Stored data
==============================

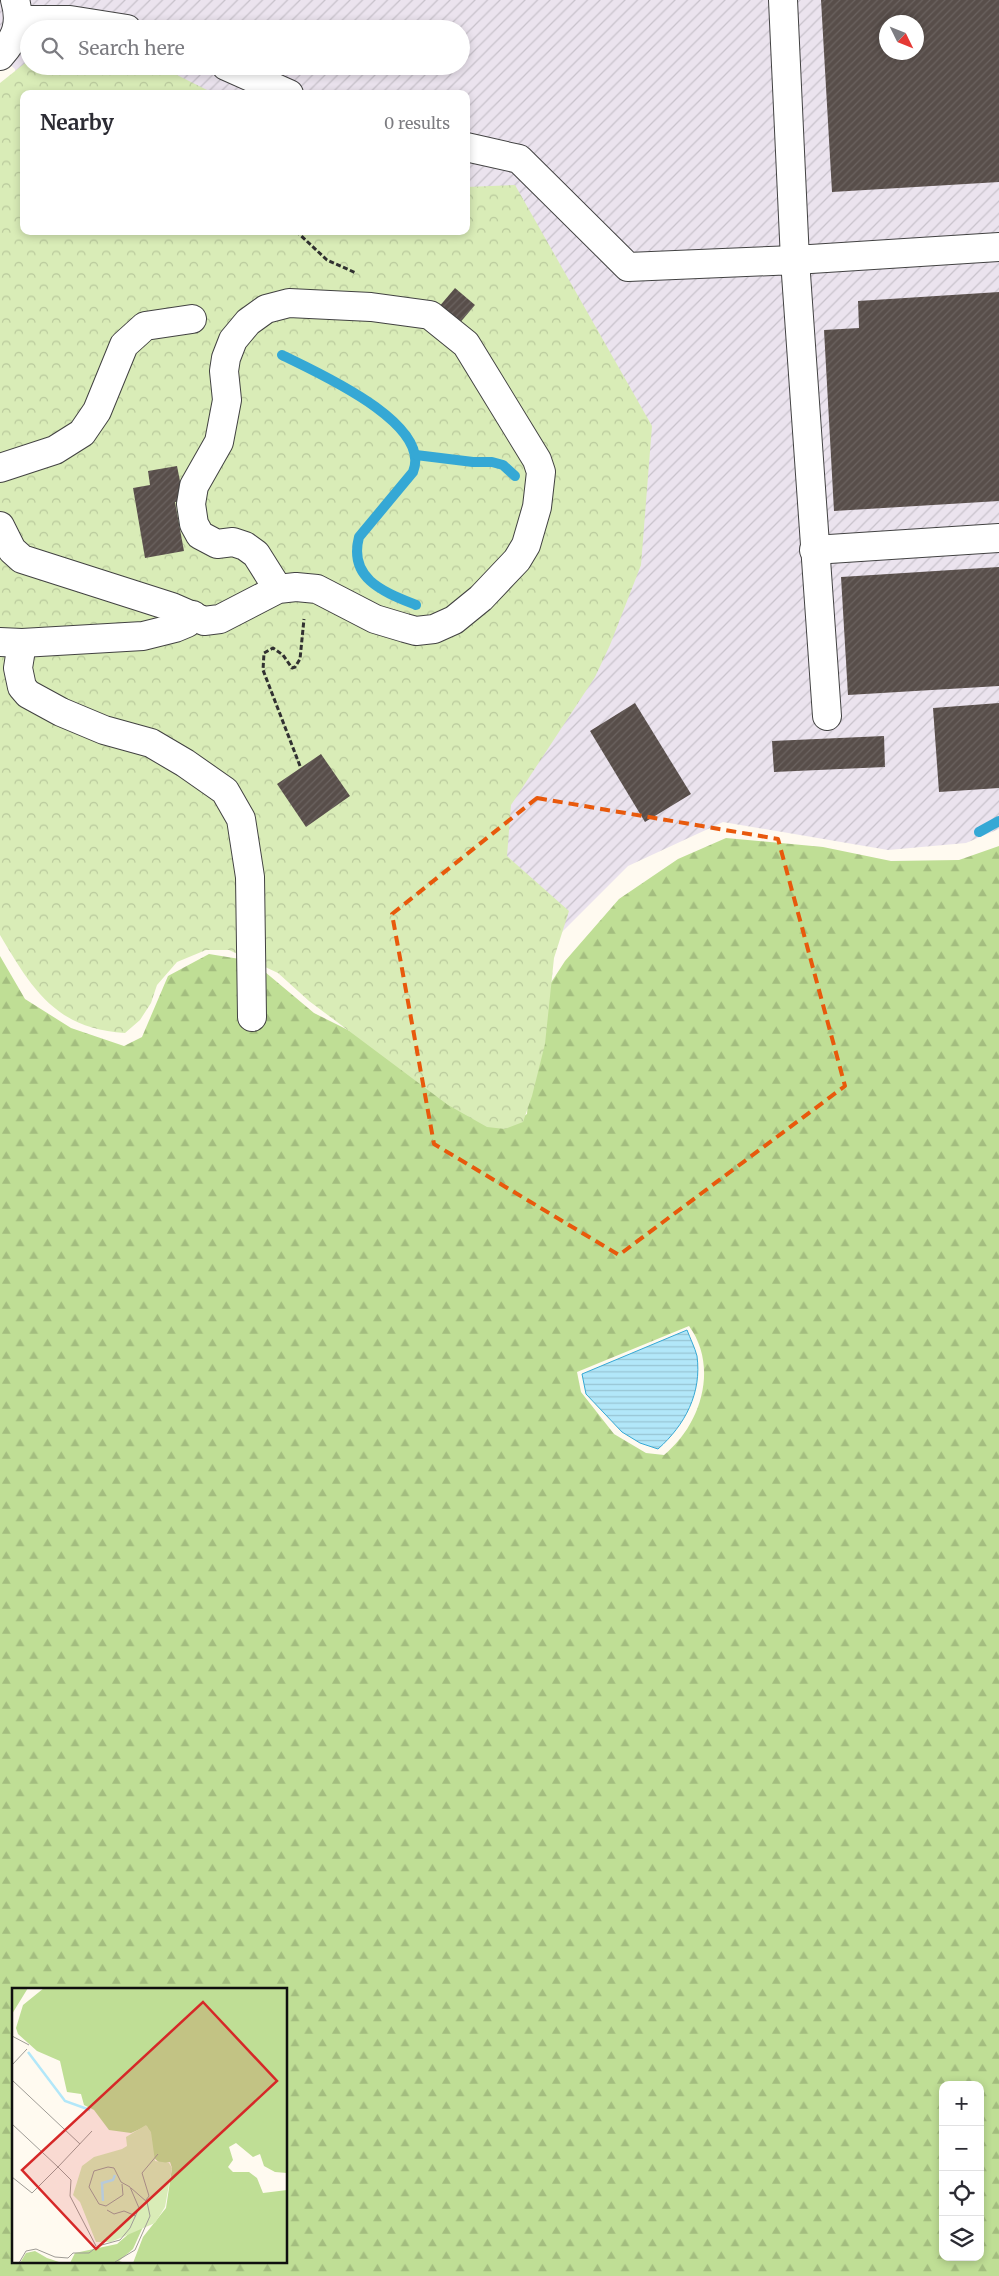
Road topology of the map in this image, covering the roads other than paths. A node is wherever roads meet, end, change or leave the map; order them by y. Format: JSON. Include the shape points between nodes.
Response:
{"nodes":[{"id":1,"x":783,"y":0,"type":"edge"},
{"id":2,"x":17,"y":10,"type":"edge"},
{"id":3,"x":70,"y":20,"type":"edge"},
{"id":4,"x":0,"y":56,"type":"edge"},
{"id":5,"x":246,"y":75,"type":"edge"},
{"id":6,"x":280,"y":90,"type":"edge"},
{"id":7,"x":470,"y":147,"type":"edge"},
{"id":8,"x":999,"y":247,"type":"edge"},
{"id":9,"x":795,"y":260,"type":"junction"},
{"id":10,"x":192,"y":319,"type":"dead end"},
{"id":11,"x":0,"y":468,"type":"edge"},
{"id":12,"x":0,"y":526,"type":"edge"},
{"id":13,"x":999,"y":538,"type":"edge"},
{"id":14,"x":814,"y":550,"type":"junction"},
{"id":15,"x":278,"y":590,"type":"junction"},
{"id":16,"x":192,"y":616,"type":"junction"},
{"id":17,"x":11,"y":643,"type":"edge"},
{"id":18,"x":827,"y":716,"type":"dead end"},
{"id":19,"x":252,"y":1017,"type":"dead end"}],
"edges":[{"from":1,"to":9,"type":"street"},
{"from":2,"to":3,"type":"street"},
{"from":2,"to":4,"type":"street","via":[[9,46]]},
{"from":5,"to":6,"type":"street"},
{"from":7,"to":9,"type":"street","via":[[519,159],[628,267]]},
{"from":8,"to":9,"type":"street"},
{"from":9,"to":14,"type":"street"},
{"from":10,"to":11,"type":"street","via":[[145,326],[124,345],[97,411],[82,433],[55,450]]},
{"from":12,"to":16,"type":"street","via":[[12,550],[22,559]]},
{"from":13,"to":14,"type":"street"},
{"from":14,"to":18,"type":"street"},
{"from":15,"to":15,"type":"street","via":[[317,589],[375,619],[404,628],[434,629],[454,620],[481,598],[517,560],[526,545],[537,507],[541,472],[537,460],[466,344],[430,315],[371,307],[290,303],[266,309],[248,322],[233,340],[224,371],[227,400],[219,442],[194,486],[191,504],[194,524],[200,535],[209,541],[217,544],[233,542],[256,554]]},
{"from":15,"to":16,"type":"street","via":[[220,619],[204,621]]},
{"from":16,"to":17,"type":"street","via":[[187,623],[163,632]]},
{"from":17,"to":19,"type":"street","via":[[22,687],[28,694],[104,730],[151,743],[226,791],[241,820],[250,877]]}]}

==============================

• **INSTRUCTIONS TO FOLLOW**:
Lines in the records above that carry the word "dead" are to be located and copied.

• **RESPONSE BOX**:
{"id":10,"x":192,"y":319,"type":"dead end"},
{"id":18,"x":827,"y":716,"type":"dead end"},
{"id":19,"x":252,"y":1017,"type":"dead end"}],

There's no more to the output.